As an aside, surely this milestone has basically now already been reached? At least for the 90% percentile human in most intellectual tasks.
I don’t think you can possibly know whether they really are actually thinking of the unconditional probabilities or whether they just have very different opinions and instincts from you about the whole domain which make very different genuinely conditional probabilities seem reasonable.
It just looks a lot like motivated reasoning to me—kind of like they started with the conclusion and worked backward. Those examples are pretty unreasonable as conditional probabilities. Do they explain why “algorithms for transformative AGI” are very unlikely to meaningfully speed up software and hardware R&D?
One of the authors responds to the comment you linked to and says he was already aware of the concept of the multiple stages fallacy when writing the paper.
But the point I was making in my comment above is how easy it is for reasonable, informed people to generate different intuitions that form the fundamental inputs of a forecasting model like AI 2027. For example, the authors intuit that something would take years, not decades, to solve.

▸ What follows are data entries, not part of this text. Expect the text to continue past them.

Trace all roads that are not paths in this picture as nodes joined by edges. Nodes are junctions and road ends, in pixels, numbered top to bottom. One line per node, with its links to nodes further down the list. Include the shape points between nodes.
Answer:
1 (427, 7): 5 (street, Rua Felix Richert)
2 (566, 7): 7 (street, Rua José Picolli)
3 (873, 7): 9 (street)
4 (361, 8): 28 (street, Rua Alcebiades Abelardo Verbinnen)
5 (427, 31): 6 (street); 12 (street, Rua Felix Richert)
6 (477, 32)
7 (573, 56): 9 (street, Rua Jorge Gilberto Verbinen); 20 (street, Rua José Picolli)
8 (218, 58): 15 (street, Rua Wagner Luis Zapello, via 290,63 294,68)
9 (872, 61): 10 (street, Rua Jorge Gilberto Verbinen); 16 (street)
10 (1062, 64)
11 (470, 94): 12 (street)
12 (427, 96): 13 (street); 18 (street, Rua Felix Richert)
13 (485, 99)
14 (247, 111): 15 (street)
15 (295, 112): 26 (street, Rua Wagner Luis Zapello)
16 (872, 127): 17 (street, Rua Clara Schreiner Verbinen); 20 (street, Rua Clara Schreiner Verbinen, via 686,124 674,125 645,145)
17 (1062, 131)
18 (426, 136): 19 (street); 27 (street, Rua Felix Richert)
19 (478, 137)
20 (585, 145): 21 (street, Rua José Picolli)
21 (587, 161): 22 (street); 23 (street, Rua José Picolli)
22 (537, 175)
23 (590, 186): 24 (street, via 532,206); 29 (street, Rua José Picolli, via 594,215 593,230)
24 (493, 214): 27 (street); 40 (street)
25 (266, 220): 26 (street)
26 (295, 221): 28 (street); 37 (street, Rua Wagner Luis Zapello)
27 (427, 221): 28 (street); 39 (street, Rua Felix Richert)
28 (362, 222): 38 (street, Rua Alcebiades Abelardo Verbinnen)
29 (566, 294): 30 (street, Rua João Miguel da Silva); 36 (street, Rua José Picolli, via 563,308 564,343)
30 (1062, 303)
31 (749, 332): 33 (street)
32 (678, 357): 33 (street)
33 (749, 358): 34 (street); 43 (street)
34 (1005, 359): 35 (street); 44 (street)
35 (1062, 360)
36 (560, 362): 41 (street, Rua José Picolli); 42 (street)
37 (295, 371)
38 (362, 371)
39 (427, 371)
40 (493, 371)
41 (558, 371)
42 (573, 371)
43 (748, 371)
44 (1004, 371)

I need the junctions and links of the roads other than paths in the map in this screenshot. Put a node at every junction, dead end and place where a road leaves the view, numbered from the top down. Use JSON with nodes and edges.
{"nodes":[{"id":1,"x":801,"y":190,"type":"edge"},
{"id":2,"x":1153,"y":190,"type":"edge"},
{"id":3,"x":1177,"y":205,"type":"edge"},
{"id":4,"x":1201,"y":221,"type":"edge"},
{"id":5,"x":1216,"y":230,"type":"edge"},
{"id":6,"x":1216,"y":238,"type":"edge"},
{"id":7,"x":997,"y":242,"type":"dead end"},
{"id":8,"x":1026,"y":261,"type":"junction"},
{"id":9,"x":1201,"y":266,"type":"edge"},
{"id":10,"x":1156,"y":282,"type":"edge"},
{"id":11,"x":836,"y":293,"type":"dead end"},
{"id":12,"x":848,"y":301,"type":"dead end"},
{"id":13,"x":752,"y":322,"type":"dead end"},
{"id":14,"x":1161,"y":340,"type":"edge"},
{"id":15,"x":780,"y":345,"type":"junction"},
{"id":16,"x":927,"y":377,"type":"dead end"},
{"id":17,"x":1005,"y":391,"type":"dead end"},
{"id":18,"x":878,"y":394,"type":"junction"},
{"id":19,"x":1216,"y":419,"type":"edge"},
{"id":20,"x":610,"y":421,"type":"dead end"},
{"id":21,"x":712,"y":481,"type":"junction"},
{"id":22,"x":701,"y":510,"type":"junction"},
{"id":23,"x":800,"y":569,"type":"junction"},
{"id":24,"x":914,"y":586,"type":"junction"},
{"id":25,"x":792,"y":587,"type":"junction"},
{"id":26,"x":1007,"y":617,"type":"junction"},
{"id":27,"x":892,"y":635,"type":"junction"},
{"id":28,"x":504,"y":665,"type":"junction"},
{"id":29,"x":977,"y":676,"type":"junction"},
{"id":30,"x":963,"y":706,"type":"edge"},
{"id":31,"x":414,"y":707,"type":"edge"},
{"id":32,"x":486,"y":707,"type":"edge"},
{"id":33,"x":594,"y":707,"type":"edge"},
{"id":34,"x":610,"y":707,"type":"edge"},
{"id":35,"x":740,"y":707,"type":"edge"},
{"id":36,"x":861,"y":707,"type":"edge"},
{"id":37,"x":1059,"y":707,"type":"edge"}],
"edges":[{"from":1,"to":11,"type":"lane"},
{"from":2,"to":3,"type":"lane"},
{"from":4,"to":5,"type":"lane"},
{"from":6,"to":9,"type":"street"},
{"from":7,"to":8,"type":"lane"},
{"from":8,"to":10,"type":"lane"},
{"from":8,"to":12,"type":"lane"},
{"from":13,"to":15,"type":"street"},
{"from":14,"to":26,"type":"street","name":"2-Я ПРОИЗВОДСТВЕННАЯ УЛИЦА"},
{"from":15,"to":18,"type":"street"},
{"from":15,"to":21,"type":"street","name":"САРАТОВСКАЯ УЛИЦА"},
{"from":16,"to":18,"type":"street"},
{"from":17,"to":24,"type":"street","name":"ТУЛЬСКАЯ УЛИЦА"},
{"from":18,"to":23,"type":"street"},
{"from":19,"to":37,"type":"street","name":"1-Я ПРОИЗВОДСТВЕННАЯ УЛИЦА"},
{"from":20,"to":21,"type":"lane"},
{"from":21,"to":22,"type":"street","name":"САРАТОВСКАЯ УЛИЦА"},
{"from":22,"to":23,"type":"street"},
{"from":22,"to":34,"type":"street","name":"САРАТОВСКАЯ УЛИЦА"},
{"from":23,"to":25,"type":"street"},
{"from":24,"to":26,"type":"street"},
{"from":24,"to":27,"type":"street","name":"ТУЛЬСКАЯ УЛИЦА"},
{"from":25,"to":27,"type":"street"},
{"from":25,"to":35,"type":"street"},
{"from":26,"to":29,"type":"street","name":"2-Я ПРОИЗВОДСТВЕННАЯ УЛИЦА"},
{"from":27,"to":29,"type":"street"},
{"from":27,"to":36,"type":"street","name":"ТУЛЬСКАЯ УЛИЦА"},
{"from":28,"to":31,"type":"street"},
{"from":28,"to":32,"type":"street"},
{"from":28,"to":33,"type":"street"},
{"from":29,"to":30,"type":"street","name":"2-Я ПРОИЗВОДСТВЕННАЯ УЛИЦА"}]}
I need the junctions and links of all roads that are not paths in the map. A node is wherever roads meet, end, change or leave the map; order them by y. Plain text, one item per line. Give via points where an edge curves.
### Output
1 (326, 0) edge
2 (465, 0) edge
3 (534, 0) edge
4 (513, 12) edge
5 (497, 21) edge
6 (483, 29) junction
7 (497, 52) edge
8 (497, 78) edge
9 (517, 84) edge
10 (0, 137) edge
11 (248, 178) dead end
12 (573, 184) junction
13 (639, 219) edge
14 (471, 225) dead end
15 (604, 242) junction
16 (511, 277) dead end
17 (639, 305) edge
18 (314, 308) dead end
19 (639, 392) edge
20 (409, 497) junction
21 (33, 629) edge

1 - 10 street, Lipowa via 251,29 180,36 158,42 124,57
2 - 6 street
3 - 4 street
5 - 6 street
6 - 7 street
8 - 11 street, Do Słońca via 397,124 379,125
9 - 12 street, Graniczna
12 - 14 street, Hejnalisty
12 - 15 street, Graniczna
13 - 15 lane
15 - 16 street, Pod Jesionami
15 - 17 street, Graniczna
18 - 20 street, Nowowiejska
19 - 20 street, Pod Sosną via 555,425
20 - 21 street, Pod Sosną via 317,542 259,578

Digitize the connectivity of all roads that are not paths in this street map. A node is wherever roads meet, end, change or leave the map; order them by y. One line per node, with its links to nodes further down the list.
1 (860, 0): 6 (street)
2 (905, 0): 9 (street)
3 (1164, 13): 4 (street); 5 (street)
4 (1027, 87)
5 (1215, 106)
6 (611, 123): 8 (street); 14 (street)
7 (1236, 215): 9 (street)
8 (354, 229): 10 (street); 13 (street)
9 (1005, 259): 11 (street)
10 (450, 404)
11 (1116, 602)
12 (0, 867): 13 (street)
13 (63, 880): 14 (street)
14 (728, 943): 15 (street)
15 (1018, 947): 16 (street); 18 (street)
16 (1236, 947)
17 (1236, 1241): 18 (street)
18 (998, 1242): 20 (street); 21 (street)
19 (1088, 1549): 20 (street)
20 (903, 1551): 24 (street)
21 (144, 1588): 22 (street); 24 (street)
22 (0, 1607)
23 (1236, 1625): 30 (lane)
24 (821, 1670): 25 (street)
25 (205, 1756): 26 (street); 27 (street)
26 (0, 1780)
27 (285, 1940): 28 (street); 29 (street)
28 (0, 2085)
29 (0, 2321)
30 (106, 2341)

Someone else could easily intuit it will take decades, not years.
The same is true for all the different intuitions the model relies on to get to its thrilling conclusion.
Since the model can only exist by using many such intuitions as inputs, ultimately the model is effectively a re-statement of these intuitions, and putting these intuitions into a model doesn’t make them any more correct.
In 2-3 years, when it turns out the prediction of AGI in 2027 is wrong, it probably won’t be because of a math error in the model but rather because the intuitions the model is based on are wrong.
If they were already aware, they certainly didn’t do anything to address it, given their conclusion is basically a result of falling for it.
It’s more than just intuitions, it’s grounded in current research and recent progress in (proto) AGI. To validate the opposing intuitions (long timelines) requires more in the way of leaps of faith (to say that things will suddenly stop working as they have been). Longer timelines intuitions have also been proven wrong consistently over the last few years (e.g. AI constantly doing things people predicted were “decades away” just a few years, or even months, before).